Come è noto la manovra non è riuscita. Zanetti è stato sconfessato dalla maggioranza dei parlamentari rimasti in Scelta Civica. Ed anche se la fusione del suo troncone di ex montiani con Ala si è comunque realizzato, la nuova formazione politica non sembra essere in grado di sostituire gli alfaniani nel ruolo di alleato principale e determinante del Partito Democratico di Matteo Renzi.
La questione non è di poco conto. Perché mentre la Turchia è sconvolta dal contro- golpe di Erdogan, negli Stati Uniti continua la caccia all’agente di polizia, l’Europa è paralizzata dalla paura di nuove stragi come quella di Nizza, la vera ed unica preoccupazione dei “cespugli” centristi nostrani è quella di farsi la guerra tra di loro per conquistare il ruolo di alleato strategico di Matteo Renzi.

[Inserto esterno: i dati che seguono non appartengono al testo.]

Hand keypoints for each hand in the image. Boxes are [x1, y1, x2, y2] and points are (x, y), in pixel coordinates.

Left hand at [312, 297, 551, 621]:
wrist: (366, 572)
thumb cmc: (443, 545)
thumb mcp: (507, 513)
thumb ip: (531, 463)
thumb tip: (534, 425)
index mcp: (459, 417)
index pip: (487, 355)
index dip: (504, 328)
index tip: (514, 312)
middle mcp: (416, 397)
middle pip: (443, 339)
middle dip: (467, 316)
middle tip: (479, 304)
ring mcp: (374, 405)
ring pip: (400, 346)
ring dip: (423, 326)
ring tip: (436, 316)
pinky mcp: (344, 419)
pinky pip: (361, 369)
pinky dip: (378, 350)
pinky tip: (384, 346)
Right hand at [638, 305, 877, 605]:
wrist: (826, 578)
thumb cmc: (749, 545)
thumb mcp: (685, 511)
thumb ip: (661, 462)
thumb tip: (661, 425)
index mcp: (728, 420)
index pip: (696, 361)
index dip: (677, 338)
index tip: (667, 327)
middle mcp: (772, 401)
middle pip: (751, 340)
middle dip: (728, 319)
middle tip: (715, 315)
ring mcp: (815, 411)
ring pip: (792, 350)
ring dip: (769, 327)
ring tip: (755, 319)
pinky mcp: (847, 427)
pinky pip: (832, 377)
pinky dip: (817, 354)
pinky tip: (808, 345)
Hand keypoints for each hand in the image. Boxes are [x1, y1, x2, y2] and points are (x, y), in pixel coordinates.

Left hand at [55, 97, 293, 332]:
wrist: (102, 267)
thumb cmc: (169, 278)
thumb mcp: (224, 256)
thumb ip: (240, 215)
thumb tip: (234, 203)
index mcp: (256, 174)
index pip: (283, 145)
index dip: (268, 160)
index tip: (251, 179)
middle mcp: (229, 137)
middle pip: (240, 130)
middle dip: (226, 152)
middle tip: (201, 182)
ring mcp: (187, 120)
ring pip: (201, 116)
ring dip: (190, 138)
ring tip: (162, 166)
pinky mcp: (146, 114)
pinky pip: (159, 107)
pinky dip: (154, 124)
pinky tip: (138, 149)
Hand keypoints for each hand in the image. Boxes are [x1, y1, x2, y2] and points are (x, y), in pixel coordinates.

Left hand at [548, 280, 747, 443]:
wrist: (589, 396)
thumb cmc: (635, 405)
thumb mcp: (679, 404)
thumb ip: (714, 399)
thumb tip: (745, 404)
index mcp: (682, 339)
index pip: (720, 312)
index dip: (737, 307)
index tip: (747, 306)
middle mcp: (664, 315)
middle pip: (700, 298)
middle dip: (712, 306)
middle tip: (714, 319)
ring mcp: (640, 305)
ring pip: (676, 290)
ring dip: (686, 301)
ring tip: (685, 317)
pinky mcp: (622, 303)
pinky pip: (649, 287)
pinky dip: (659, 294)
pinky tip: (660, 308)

A parole sia gli alfaniani di Ncd, i verdianiani di Ala, i zanettiani del pezzo scissionista di Scelta Civica e gli stessi ex montiani ostili a Zanetti dicono tutti di voler dare vita ad un grande centro unitario capace di dare vita ad un nuovo centrosinistra in alleanza con il Pd. Nei fatti ognuno pensa che il leader naturale di questo nuovo centro sia se stesso. E fa di tutto per segare gli altri pretendenti.
L’operazione di Zanetti e Verdini va vista in questa chiave. Più che essere una manovra per far digerire alla sinistra Pd l’ingresso ufficiale di Denis nel governo è una operazione per segare le gambe ad Angelino Alfano e mandare all’aria il suo disegno di diventare il leader incontrastato del nuovo centro. L’aspetto più bizzarro dell’intera faccenda non è che mentre il mondo brucia ognuno si preoccupa del proprio “particulare”, ma che nessuno dei contendenti si accorge si fare i conti senza l’oste rappresentato dal voto degli elettori. Ognuno vuole i gradi da generale ma di un esercito che esiste solo sulla carta.
Senza lilleri, si dice in Toscana, non si lallera. Come dire che senza voti non si fa politica!